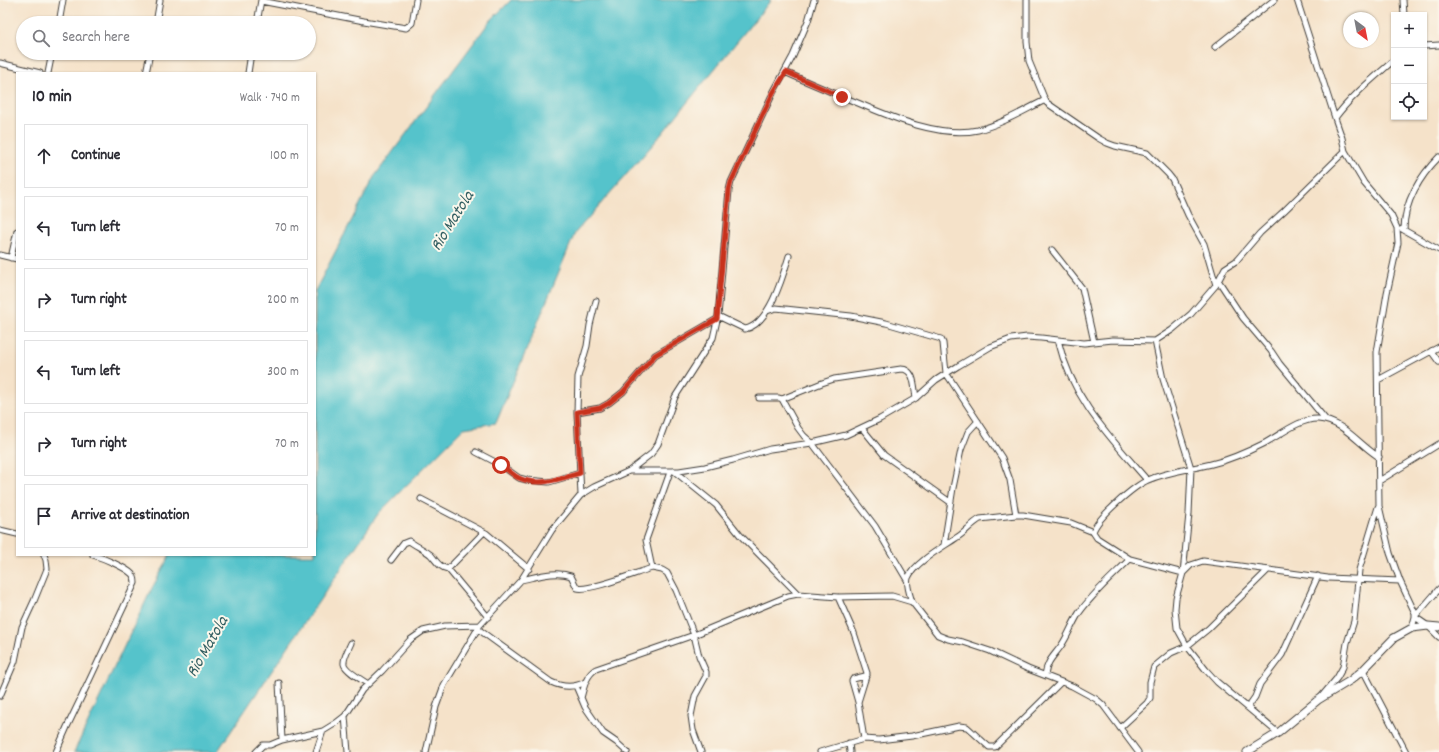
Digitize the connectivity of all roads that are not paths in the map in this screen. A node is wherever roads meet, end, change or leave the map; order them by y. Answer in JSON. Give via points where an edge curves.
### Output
{"nodes":[{"id":1,"x":63,"y":0,"type":"edge"},
{"id":2,"x":160,"y":0,"type":"edge"},
{"id":3,"x":261,"y":0,"type":"edge"},
{"id":4,"x":416,"y":0,"type":"edge"},
{"id":5,"x":814,"y":0,"type":"edge"},
{"id":6,"x":1028,"y":0,"type":"edge"},
{"id":7,"x":1274,"y":0,"type":"edge"},
{"id":8,"x":1297,"y":0,"type":"edge"},
{"id":9,"x":1403,"y":0,"type":"edge"},
{"id":10,"x":1404,"y":12,"type":"edge"},
{"id":11,"x":60,"y":16,"type":"edge"},
{"id":12,"x":157,"y":16,"type":"edge"},
{"id":13,"x":258,"y":16,"type":"edge"},
{"id":14,"x":1427,"y":46,"type":"edge"},
{"id":15,"x":1439,"y":46,"type":"edge"},
{"id":16,"x":1215,"y":47,"type":"dead end"},
{"id":17,"x":51,"y":60,"type":"edge"},
{"id":18,"x":149,"y":60,"type":"edge"},
{"id":19,"x":250,"y":60,"type":"edge"},
{"id":20,"x":0,"y":63,"type":"edge"},
{"id":21,"x":1391,"y":63,"type":"edge"},
{"id":22,"x":36,"y":72,"type":"edge"},
{"id":23,"x":48,"y":72,"type":"edge"},
{"id":24,"x":146,"y":72,"type":"edge"},
{"id":25,"x":248,"y":72,"type":"edge"},
{"id":26,"x":786,"y":72,"type":"junction"},
{"id":27,"x":1045,"y":100,"type":"junction"},
{"id":28,"x":1334,"y":118,"type":"junction"},
{"id":29,"x":1344,"y":151,"type":"junction"},
{"id":30,"x":1439,"y":157,"type":"edge"},
{"id":31,"x":1398,"y":228,"type":"junction"},
{"id":32,"x":1404,"y":230,"type":"junction"},
{"id":33,"x":16,"y":240,"type":"edge"},
{"id":34,"x":1052,"y":250,"type":"dead end"},
{"id":35,"x":1439,"y":250,"type":"edge"},
{"id":36,"x":0,"y":255,"type":"edge"},
{"id":37,"x":789,"y":256,"type":"dead end"},
{"id":38,"x":14,"y":258,"type":"edge"},
{"id":39,"x":1217,"y":282,"type":"junction"},
{"id":40,"x":596,"y":301,"type":"dead end"},
{"id":41,"x":767,"y":311,"type":"junction"},
{"id":42,"x":718,"y":317,"type":"junction"},
{"id":43,"x":1058,"y":340,"type":"junction"},
{"id":44,"x":1155,"y":341,"type":"junction"},
{"id":45,"x":1094,"y":342,"type":"junction"},
{"id":46,"x":1439,"y":347,"type":"edge"},
{"id":47,"x":1431,"y":351,"type":"junction"},
{"id":48,"x":1439,"y":362,"type":"edge"},
{"id":49,"x":946,"y":373,"type":"junction"},
{"id":50,"x":1378,"y":380,"type":"junction"},
{"id":51,"x":758,"y":398,"type":"dead end"},
{"id":52,"x":916,"y":398,"type":"junction"},
{"id":53,"x":782,"y":400,"type":"junction"},
{"id":54,"x":1317,"y":410,"type":"junction"},
{"id":55,"x":577,"y":412,"type":"junction"},
{"id":56,"x":1313,"y":419,"type":"junction"},
{"id":57,"x":1326,"y":420,"type":"junction"},
{"id":58,"x":978,"y":421,"type":"junction"},
{"id":59,"x":862,"y":428,"type":"junction"},
{"id":60,"x":812,"y":443,"type":"junction"},
{"id":61,"x":1439,"y":444,"type":"edge"},
{"id":62,"x":476,"y":452,"type":"dead end"},
{"id":63,"x":1379,"y":457,"type":"junction"},
{"id":64,"x":1191,"y":468,"type":"junction"},
{"id":65,"x":629,"y":471,"type":"junction"},
{"id":66,"x":672,"y":472,"type":"junction"},
{"id":67,"x":580,"y":473,"type":"junction"},
{"id":68,"x":1147,"y":480,"type":"junction"},
{"id":69,"x":1379,"y":481,"type":"junction"},
{"id":70,"x":581,"y":496,"type":"junction"},
{"id":71,"x":422,"y":499,"type":"dead end"},
{"id":72,"x":950,"y":502,"type":"junction"},
{"id":73,"x":1379,"y":506,"type":"junction"},
{"id":74,"x":1016,"y":515,"type":"junction"},
{"id":75,"x":0,"y":530,"type":"edge"},
{"id":76,"x":484,"y":532,"type":"junction"},
{"id":77,"x":1093,"y":532,"type":"junction"},
{"id":78,"x":16,"y":534,"type":"edge"},
{"id":79,"x":944,"y":545,"type":"junction"},
{"id":80,"x":44,"y":556,"type":"edge"},
{"id":81,"x":97,"y":556,"type":"edge"},
{"id":82,"x":1130,"y":559,"type":"junction"},
{"id":83,"x":391,"y":560,"type":"dead end"},
{"id":84,"x":652,"y":568,"type":"junction"},
{"id":85,"x":448,"y":569,"type":"junction"},
{"id":86,"x":529,"y":569,"type":"junction"},
{"id":87,"x":1268,"y":570,"type":"junction"},
{"id":88,"x":1183,"y":573,"type":"junction"},
{"id":89,"x":1318,"y":576,"type":"junction"},
{"id":90,"x":1358,"y":579,"type":"junction"},
{"id":91,"x":521,"y":580,"type":"junction"},
{"id":92,"x":907,"y":580,"type":"junction"},
{"id":93,"x":1400,"y":581,"type":"junction"},
{"id":94,"x":1439,"y":589,"type":"edge"},
{"id":95,"x":798,"y":594,"type":"junction"},
{"id":96,"x":838,"y":597,"type":"junction"},
{"id":97,"x":912,"y":602,"type":"junction"},
{"id":98,"x":1415,"y":615,"type":"junction"},
{"id":99,"x":488,"y":617,"type":"junction"},
{"id":100,"x":1428,"y":626,"type":"junction"},
{"id":101,"x":479,"y":627,"type":"junction"},
{"id":102,"x":1439,"y":627,"type":"edge"},
{"id":103,"x":1412,"y":628,"type":"junction"},
{"id":104,"x":694,"y":635,"type":"junction"},
{"id":105,"x":1439,"y":637,"type":"edge"},
{"id":106,"x":351,"y":643,"type":"dead end"},
{"id":107,"x":1187,"y":646,"type":"junction"},
{"id":108,"x":1363,"y":670,"type":"junction"},
{"id":109,"x":867,"y":675,"type":"junction"},
{"id":110,"x":1045,"y":675,"type":"junction"},
{"id":111,"x":585,"y":682,"type":"junction"},
{"id":112,"x":1061,"y":682,"type":"junction"},
{"id":113,"x":279,"y":683,"type":"dead end"},
{"id":114,"x":368,"y":684,"type":"junction"},
{"id":115,"x":576,"y":686,"type":"junction"},
{"id":116,"x":0,"y":696,"type":"edge"},
{"id":117,"x":581,"y":698,"type":"junction"},
{"id":118,"x":1318,"y":700,"type":"junction"},
{"id":119,"x":858,"y":702,"type":"junction"},
{"id":120,"x":1248,"y":707,"type":"junction"},
{"id":121,"x":345,"y":716,"type":"junction"},
{"id":122,"x":1120,"y":728,"type":"junction"},
{"id":123,"x":323,"y":731,"type":"junction"},
{"id":124,"x":1278,"y":733,"type":"junction"},
{"id":125,"x":864,"y":739,"type":"junction"},
{"id":126,"x":282,"y":740,"type":"junction"},
{"id":127,"x":850,"y":743,"type":"junction"},
{"id":128,"x":56,"y":752,"type":"edge"},
{"id":129,"x":256,"y":752,"type":"edge"},
{"id":130,"x":316,"y":752,"type":"edge"},
{"id":131,"x":348,"y":752,"type":"edge"},
{"id":132,"x":426,"y":752,"type":"edge"},
{"id":133,"x":627,"y":752,"type":"edge"},
{"id":134,"x":701,"y":752,"type":"edge"},
{"id":135,"x":820,"y":752,"type":"edge"},
{"id":136,"x":850,"y":752,"type":"edge"},
{"id":137,"x":1138,"y":752,"type":"edge"},
{"id":138,"x":1247,"y":752,"type":"edge"},
{"id":139,"x":1406,"y":752,"type":"edge"}],
"edges":[{"from":1,"to":11,"type":"street"},
{"from":2,"to":12,"type":"street"},
{"from":3,"to":4,"type":"street","via":[[406,28],[412,23]]},
{"from":3,"to":13,"type":"street"},
{"from":5,"to":26,"type":"street","via":[[808,22]]},
{"from":6,"to":27,"type":"street","via":[[1027,42],[1030,61]]},
{"from":7,"to":16,"type":"street"},
{"from":8,"to":28,"type":"street"},
{"from":9,"to":10,"type":"street"},
{"from":14,"to":15,"type":"street"},
{"from":17,"to":23,"type":"street"},
{"from":18,"to":24,"type":"street"},
{"from":19,"to":25,"type":"street"},
{"from":20,"to":22,"type":"street"},
{"from":21,"to":28,"type":"street"},
{"from":26,"to":27,"type":"street","via":[[903,121],[952,131],[992,126]]},
{"from":26,"to":42,"type":"street","via":[[773,93],[731,182]]},
{"from":27,"to":39,"type":"street","via":[[1098,138],[1115,146],[1147,153],[1168,174],[1204,244]]},
{"from":28,"to":29,"type":"street"},
{"from":29,"to":31,"type":"street"},
{"from":29,"to":39,"type":"street","via":[[1260,233],[1236,261],[1225,268]]},
{"from":30,"to":32,"type":"street","via":[[1413,193]]},
{"from":31,"to":32,"type":"street"},
{"from":31,"to":50,"type":"street","via":[[1398,243],[1386,293],[1377,352]]},
{"from":32,"to":35,"type":"street"},
{"from":33,"to":38,"type":"street"},
{"from":34,"to":45,"type":"street","via":[[1082,288]]},
{"from":36,"to":38,"type":"street"},
{"from":37,"to":41,"type":"street","via":[[780,286]]},
{"from":39,"to":44,"type":"street","via":[[1192,314]]},
{"from":39,"to":54,"type":"street"},
{"from":40,"to":55,"type":"street","via":[[579,371]]},
{"from":41,"to":42,"type":"street","via":[[756,323],[745,329]]},
{"from":41,"to":49,"type":"street","via":[[776,308],[850,316],[938,338],[944,343]]},
{"from":42,"to":55,"type":"street","via":[[655,355],[628,387],[609,403],[600,408]]},
{"from":42,"to":65,"type":"street","via":[[709,345],[675,397],[658,444]]},
{"from":43,"to":45,"type":"street"},
{"from":43,"to":49,"type":"street","via":[[1027,337],[1011,339]]},
{"from":43,"to":68,"type":"street","via":[[1071,379],[1088,408]]},
{"from":44,"to":45,"type":"street"},
{"from":44,"to":64,"type":"street","via":[[1163,379]]},
{"from":46,"to":47,"type":"street"},
{"from":47,"to":48,"type":"street"},
{"from":47,"to":50,"type":"street"},
{"from":49,"to":52,"type":"street"},
{"from":49,"to":58,"type":"street"},
{"from":50,"to":63,"type":"street"},
{"from":51,"to":53,"type":"street"},
{"from":52,"to":53,"type":"street","via":[[912,374],[901,369],[822,382]]},
{"from":52,"to":59,"type":"street"},
{"from":53,"to":60,"type":"street","via":[[798,428]]},
{"from":54,"to":56,"type":"street"},
{"from":54,"to":57,"type":"street"},
{"from":55,"to":67,"type":"street"},
{"from":56,"to":57,"type":"street"},
{"from":56,"to":64,"type":"street","via":[[1265,444],[1222,462]]},
{"from":57,"to":63,"type":"street","via":[[1354,436]]},
{"from":58,"to":72,"type":"street","via":[[964,439]]},
{"from":58,"to":74,"type":"street","via":[[1002,458],[1010,480]]},
{"from":59,"to":60,"type":"street","via":[[846,435]]},
{"from":59,"to":72,"type":"street","via":[[884,455]]},
{"from":60,"to":66,"type":"street","via":[[770,449],[705,467]]},
{"from":60,"to":92,"type":"street","via":[[875,526]]},
{"from":61,"to":69,"type":"street"},
{"from":62,"to":67,"type":"street","via":[[526,480],[549,482]]},
{"from":63,"to":69,"type":"street"},
{"from":64,"to":68,"type":"street"},
{"from":64,"to":88,"type":"street"},
{"from":65,"to":66,"type":"street"},
{"from":65,"to":70,"type":"street"},
{"from":66,"to":84,"type":"street","via":[[646,540]]},
{"from":66,"to":95,"type":"street","via":[[716,505],[740,535]]},
{"from":67,"to":70,"type":"street"},
{"from":68,"to":77,"type":"street","via":[[1122,498],[1100,520]]},
{"from":69,"to":73,"type":"street"},
{"from":70,"to":86,"type":"street","via":[[552,530]]},
{"from":71,"to":76,"type":"street"},
{"from":72,"to":79,"type":"street"},
{"from":73,"to":90,"type":"street"},
{"from":73,"to":93,"type":"street","via":[[1390,553]]},
{"from":74,"to":77,"type":"street","via":[[1071,523]]},
{"from":74,"to":79,"type":"street","via":[[980,519]]},
{"from":75,"to":78,"type":"street"},
{"from":76,"to":85,"type":"street"},
{"from":76,"to":86,"type":"street"},
{"from":77,"to":82,"type":"street","via":[[1097,538]]},
{"from":79,"to":92,"type":"street","via":[[916,568]]},
{"from":80,"to":116,"type":"street","via":[[47,569],[22,627],[15,661]]},
{"from":81,"to":128,"type":"street","via":[[132,574],[135,583]]},
{"from":82,"to":88,"type":"street"},
{"from":82,"to":110,"type":"street","via":[[1078,614],[1062,646],[1048,663]]},
{"from":83,"to":85,"type":"street","via":[[404,543],[409,541],[430,555],[443,568]]},
{"from":84,"to":91,"type":"street","via":[[584,588],[577,588],[571,576],[565,575],[550,574]]},
{"from":84,"to":104,"type":"street","via":[[667,573]]},
{"from":85,"to":99,"type":"street"},
{"from":86,"to":91,"type":"street"},
{"from":87,"to":88,"type":"street","via":[[1203,561],[1191,565]]},
{"from":87,"to":89,"type":"street"},
{"from":87,"to":107,"type":"street"},
{"from":88,"to":107,"type":"street","via":[[1175,609],[1177,628]]},
{"from":89,"to":90,"type":"street"},
{"from":89,"to":120,"type":"street","via":[[1282,655],[1260,684],[1256,697]]},
{"from":90,"to":93,"type":"street"},
{"from":90,"to":118,"type":"street","via":[[1354,621],[1343,667]]},
{"from":91,"to":99,"type":"street"},
{"from":92,"to":97,"type":"street"},
{"from":93,"to":98,"type":"street"},
{"from":94,"to":98,"type":"street"},
{"from":95,"to":96,"type":"street"},
{"from":95,"to":104,"type":"street"},
{"from":96,"to":97,"type":"street","via":[[892,596]]},
{"from":96,"to":109,"type":"street","via":[[854,633]]},
{"from":97,"to":110,"type":"street","via":[[938,635],[990,651]]},
{"from":98,"to":100,"type":"street"},
{"from":98,"to":103,"type":"street"},
{"from":99,"to":101,"type":"street"},
{"from":100,"to":102,"type":"street"},
{"from":100,"to":103,"type":"street"},
{"from":100,"to":105,"type":"street"},
{"from":101,"to":114,"type":"street","via":[[445,626],[423,631],[410,640]]},
{"from":101,"to":115,"type":"street","via":[[551,682],[558,686]]},
{"from":101,"to":132,"type":"street","via":[[444,685],[436,707]]},
{"from":103,"to":108,"type":"street","via":[[1394,638]]},
{"from":104,"to":111,"type":"street","via":[[596,669]]},
{"from":104,"to":134,"type":"street","via":[[707,674],[695,696],[691,716]]},
{"from":106,"to":114,"type":"street","via":[[344,664]]},
{"from":107,"to":120,"type":"street","via":[[1213,678]]},
{"from":107,"to":122,"type":"street","via":[[1171,653],[1154,667],[1150,682],[1150,698]]},
{"from":108,"to":118,"type":"street"},
{"from":108,"to":139,"type":"street"},
{"from":109,"to":119,"type":"street"},
{"from":109,"to":119,"type":"street","via":[[852,681]]},
{"from":110,"to":112,"type":"street"},
{"from":111,"to":115,"type":"street"},
{"from":111,"to":117,"type":"street"},
{"from":112,"to":122,"type":"street","via":[[1104,705]]},
{"from":112,"to":125,"type":"street","via":[[996,747],[989,748],[963,726],[912,736]]},
{"from":113,"to":126,"type":"street"},
{"from":114,"to":121,"type":"street"},
{"from":115,"to":117,"type":"street"},
{"from":117,"to":133,"type":"street","via":[[602,733]]},
{"from":118,"to":124,"type":"street"},
{"from":119,"to":125,"type":"street"},
{"from":120,"to":124,"type":"street"},
{"from":121,"to":123,"type":"street"},
{"from":121,"to":131,"type":"street"},
{"from":122,"to":137,"type":"street"},
{"from":123,"to":126,"type":"street"},
{"from":123,"to":130,"type":"street"},
{"from":124,"to":138,"type":"street"},
{"from":125,"to":127,"type":"street"},
{"from":126,"to":129,"type":"street","via":[[263,745]]},
{"from":127,"to":135,"type":"street"},
{"from":127,"to":136,"type":"street"}]}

## Problem to work on
Copy out each line of the listing where the string "dead" appears.

## Expected answer
{"id":16,"x":1215,"y":47,"type":"dead end"},
{"id":34,"x":1052,"y":250,"type":"dead end"},
{"id":37,"x":789,"y":256,"type":"dead end"},
{"id":40,"x":596,"y":301,"type":"dead end"},
{"id":51,"x":758,"y":398,"type":"dead end"},
{"id":62,"x":476,"y":452,"type":"dead end"},
{"id":71,"x":422,"y":499,"type":"dead end"},
{"id":83,"x":391,"y":560,"type":"dead end"},
{"id":106,"x":351,"y":643,"type":"dead end"},
{"id":113,"x":279,"y":683,"type":"dead end"},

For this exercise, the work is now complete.